Stored data entries:
= = = =
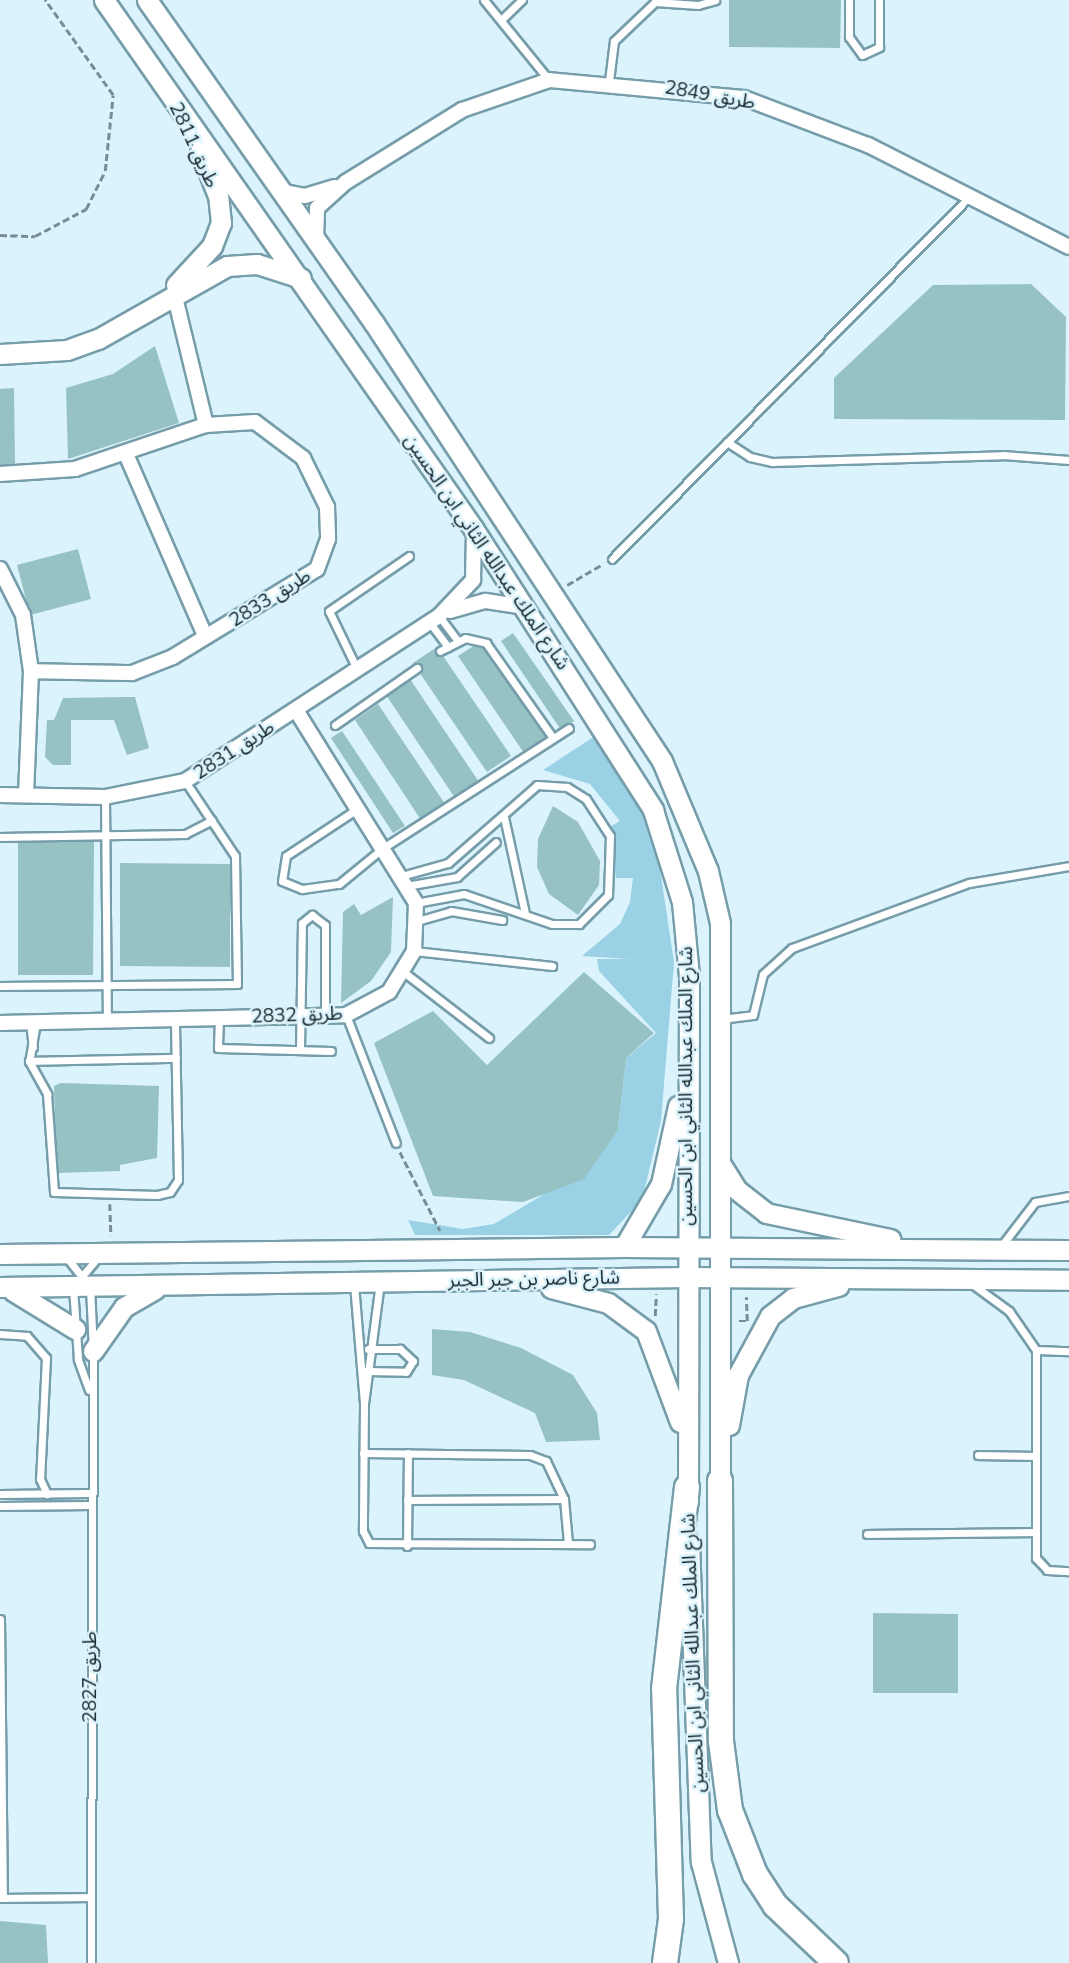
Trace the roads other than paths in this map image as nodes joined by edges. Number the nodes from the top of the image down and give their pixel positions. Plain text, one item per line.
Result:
1 (104, 0) edge
2 (147, 0) edge
3 (484, 0) edge
4 (522, 0) edge
5 (715, 0) edge
6 (849, 0) edge
7 (879, 0) edge
8 (656, 1) edge
9 (502, 20) junction
10 (549, 80) junction
11 (609, 81) junction
12 (167, 90) junction
13 (346, 182) junction
14 (280, 191) junction
15 (969, 197) junction
16 (316, 240) junction
17 (1069, 247) edge
18 (301, 278) junction
19 (174, 293) junction
20 (157, 303) junction
21 (0, 354) edge
22 (206, 425) junction
23 (727, 442) junction
24 (126, 454) junction
25 (1069, 460) edge
26 (0, 474) edge
27 (473, 528) junction
28 (409, 555) dead end
29 (612, 559) road end
30 (0, 569) edge
31 (523, 607) junction
32 (434, 620) junction
33 (205, 636) junction
34 (458, 642) junction
35 (417, 668) dead end
36 (358, 670) junction
37 (31, 671) junction
38 (296, 710) junction
39 (334, 725) dead end
40 (569, 728) dead end
41 (553, 738) junction
42 (185, 781) junction
43 (0, 795) edge
44 (26, 795) junction
45 (105, 797) junction
46 (357, 809) junction
47 (504, 817) junction
48 (212, 820) junction
49 (106, 836) junction
50 (0, 837) edge
51 (496, 842) dead end
52 (383, 848) junction
53 (1069, 866) edge
54 (404, 881) junction
55 (416, 903) junction
56 (524, 913) junction
57 (502, 920) dead end
58 (417, 921) junction
59 (414, 950) junction
60 (552, 966) dead end
61 (405, 973) junction
62 (0, 986) edge
63 (106, 986) junction
64 (346, 1015) junction
65 (325, 1016) junction
66 (219, 1017) junction
67 (300, 1017) junction
68 (721, 1019) junction
69 (107, 1020) junction
70 (175, 1020) junction
71 (0, 1023) edge
72 (33, 1023) junction
73 (489, 1038) dead end
74 (300, 1049) junction
75 (331, 1051) dead end
76 (176, 1058) junction
77 (29, 1061) junction
78 (687, 1063) junction
79 (396, 1143) road end
80 (721, 1165) junction
81 (1069, 1196) edge
82 (624, 1247) junction
83 (686, 1247) junction
84 (721, 1247) junction
85 (943, 1249) junction
86 (1069, 1250) edge
87 (998, 1251) junction
88 (103, 1253) junction
89 (0, 1254) edge
90 (58, 1254) junction
91 (687, 1277) junction
92 (721, 1277) junction
93 (966, 1279) junction
94 (480, 1280) junction
95 (877, 1280) junction
96 (1069, 1280) edge
97 (81, 1282) junction
98 (380, 1282) junction
99 (353, 1283) junction
100 (159, 1286) junction
101 (1, 1287) edge
102 (75, 1329) junction
103 (0, 1334) edge
104 (368, 1349) junction
105 (1036, 1350) junction
106 (93, 1351) junction
107 (1069, 1351) edge
108 (368, 1371) junction
109 (90, 1390) junction
110 (364, 1405) junction
111 (687, 1447) junction
112 (363, 1453) junction
113 (408, 1453) junction
114 (978, 1455) dead end
115 (1035, 1457) junction
116 (720, 1481) junction
117 (687, 1486) junction
118 (90, 1493) junction
119 (0, 1494) edge
120 (47, 1494) junction
121 (564, 1499) junction
122 (407, 1500) junction
123 (90, 1505) junction
124 (0, 1506) edge
125 (1035, 1532) junction
126 (867, 1534) dead end
127 (568, 1543) junction
128 (590, 1544) dead end
129 (407, 1546) junction
130 (1069, 1571) edge
131 (0, 1619) edge
132 (2, 1867) edge
133 (91, 1897) junction
134 (2, 1898) edge
135 (91, 1963) edge
136 (665, 1963) edge
137 (728, 1963) edge
138 (836, 1963) edge

1 - 12 main road, شارع الملك عبدالله الثاني ابن الحسين
2 - 14 main road, شارع الملك عبدالله الثاني ابن الحسين
3 - 9 lane
4 - 9 lane
5 - 8 lane
6 - 7 lane
8 - 11 lane
9 - 10 lane
10 - 11 street, طريق 2849
10 - 13 street, طريق 2849
11 - 15 street, طريق 2849
12 - 18 main road, شارع الملك عبدالله الثاني ابن الحسين
12 - 20 main road, طريق 2811
13 - 14 street, طريق 2849
13 - 16 street, طريق 2849
14 - 16 main road, شارع الملك عبدالله الثاني ابن الحسين
15 - 17 street, طريق 2849
15 - 23 lane
16 - 68 main road, شارع الملك عبدالله الثاني ابن الحسين
18 - 19 main road, طريق 2811
18 - 27 main road, شارع الملك عبدالله الثاني ابن الحسين
19 - 20 main road, طريق 2811
19 - 22 street
20 - 21 main road, طريق 2811
22 - 24 street, طريق 2833
22 - 33 street, طريق 2833
23 - 25 lane
23 - 29 lane
24 - 26 street, طريق 2833
24 - 33 street, طريق 2833
27 - 31 main road, شارع الملك عبدالله الثاني ابن الحسين
27 - 32 street, طريق 2831
28 - 36 lane
30 - 37 street
31 - 32 street, طريق 2831
31 - 78 main road, شارع الملك عبدالله الثاني ابن الحسين
32 - 34 lane
32 - 34 lane
32 - 36 street, طريق 2831
33 - 37 street, طريق 2833
34 - 41 lane
35 - 39 lane
36 - 38 street, طريق 2831
37 - 44 street
38 - 42 street, طريق 2831
38 - 46 street, طريق 2832
40 - 41 lane
41 - 52 lane
42 - 45 street, طريق 2831
42 - 48 lane
43 - 44 street, طريق 2831
44 - 45 street, طريق 2831
45 - 49 lane
46 - 52 street, طريق 2832
46 - 52 lane
47 - 54 lane
47 - 56 lane
47 - 56 lane
48 - 49 lane
48 - 63 lane
49 - 50 lane
49 - 63 lane
51 - 54 lane
52 - 54 street, طريق 2832
53 - 68 lane
54 - 55 street, طريق 2832
55 - 56 lane
55 - 58 street, طريق 2832
57 - 58 lane
58 - 59 street, طريق 2832
59 - 60 lane
59 - 61 street, طريق 2832
61 - 64 street, طريق 2832
61 - 73 lane
62 - 63 lane
63 - 69 lane
64 - 65 street, طريق 2832
64 - 79 lane
65 - 67 street, طريق 2832
65 - 67 lane
66 - 67 street, طريق 2832
66 - 70 street, طريق 2832
66 - 74 lane
67 - 74 lane
68 - 80 main road, شارع الملك عبدالله الثاني ابن الحسين
69 - 70 street, طريق 2832
69 - 72 street, طريق 2832
70 - 76 lane
71 - 72 street, طريق 2832
72 - 77 lane
74 - 75 lane
76 - 77 lane
76 - 77 lane
78 - 82 main road
78 - 83 main road, شارع الملك عبدالله الثاني ابن الحسين
80 - 84 main road, شارع الملك عبدالله الثاني ابن الحسين
80 - 85 main road
81 - 87 lane
82 - 83 main road, شارع ناصر بن جبر الجبر
82 - 88 main road, شارع ناصر بن جبر الجبر
83 - 84 main road, شارع ناصر بن جبر الجبر
83 - 91 main road, شارع الملك عبدالله الثاني ابن الحسين
84 - 85 main road, شارع ناصر بن جبر الجبر
84 - 92 main road, شارع الملك عبدالله الثاني ابن الحسين
85 - 87 main road, شارع ناصر بن جبر الجبر
86 - 87 main road, شارع ناصر بن جبر الجبر
88 - 90 main road, شارع ناصر بن جبر الجبر
88 - 97 lane
89 - 90 main road, شارع ناصر بن جبر الجبر
90 - 97 lane
91 - 92 main road, شارع ناصر بن جبر الجبر
91 - 94 main road, شارع ناصر بن جبر الجبر
91 - 111 main road, شارع الملك عبدالله الثاني ابن الحسين
92 - 95 main road, شارع ناصر بن جبر الجبر
92 - 116 main road, شارع الملك عبدالله الثاني ابن الحسين
93 - 95 main road, شارع ناصر بن جبر الجبر
93 - 96 main road, شارع ناصر بن جبر الجبر
93 - 105 lane
94 - 98 main road, شارع ناصر بن جبر الجبر
94 - 111 main road
95 - 116 main road
97 - 100 main road, شارع ناصر بن جبر الجبر
97 - 101 main road, شارع ناصر بن جبر الجبر
97 - 102 lane, طريق 2827
97 - 106 lane, طريق 2827
98 - 99 main road, شارع ناصر بن جبر الجبر
98 - 104 lane
99 - 100 main road, شارع ناصر بن جبر الجبر
99 - 110 lane
100 - 106 main road
101 - 102 main road
102 - 109 lane, طريق 2827
103 - 120 lane
104 - 108 lane
104 - 108 lane
105 - 107 lane
105 - 115 lane
106 - 109 lane, طريق 2827
108 - 110 lane
109 - 118 lane, طريق 2827
110 - 112 lane
111 - 117 main road, شارع الملك عبدالله الثاني ابن الحسين
112 - 113 lane
112 - 129 lane
113 - 121 lane
113 - 122 lane
114 - 115 lane
115 - 125 lane
116 - 138 highway
117 - 136 highway
117 - 137 main road, شارع الملك عبدالله الثاني ابن الحسين
118 - 120 lane
118 - 123 lane, طريق 2827
119 - 120 lane
121 - 122 lane
121 - 127 lane
122 - 129 lane
123 - 124 lane
123 - 133 lane, طريق 2827
125 - 126 lane
125 - 130 lane
127 - 128 lane
127 - 129 lane
131 - 132 lane
132 - 134 lane
133 - 134 lane
133 - 135 lane, طريق 2827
= = = =
Instructions to follow:
Wherever the word "dead" appears in the records above, copy that line.

Exercise answer:
28 (409, 555) dead end
35 (417, 668) dead end
39 (334, 725) dead end
40 (569, 728) dead end
51 (496, 842) dead end
57 (502, 920) dead end
60 (552, 966) dead end
73 (489, 1038) dead end
75 (331, 1051) dead end
114 (978, 1455) dead end
126 (867, 1534) dead end
128 (590, 1544) dead end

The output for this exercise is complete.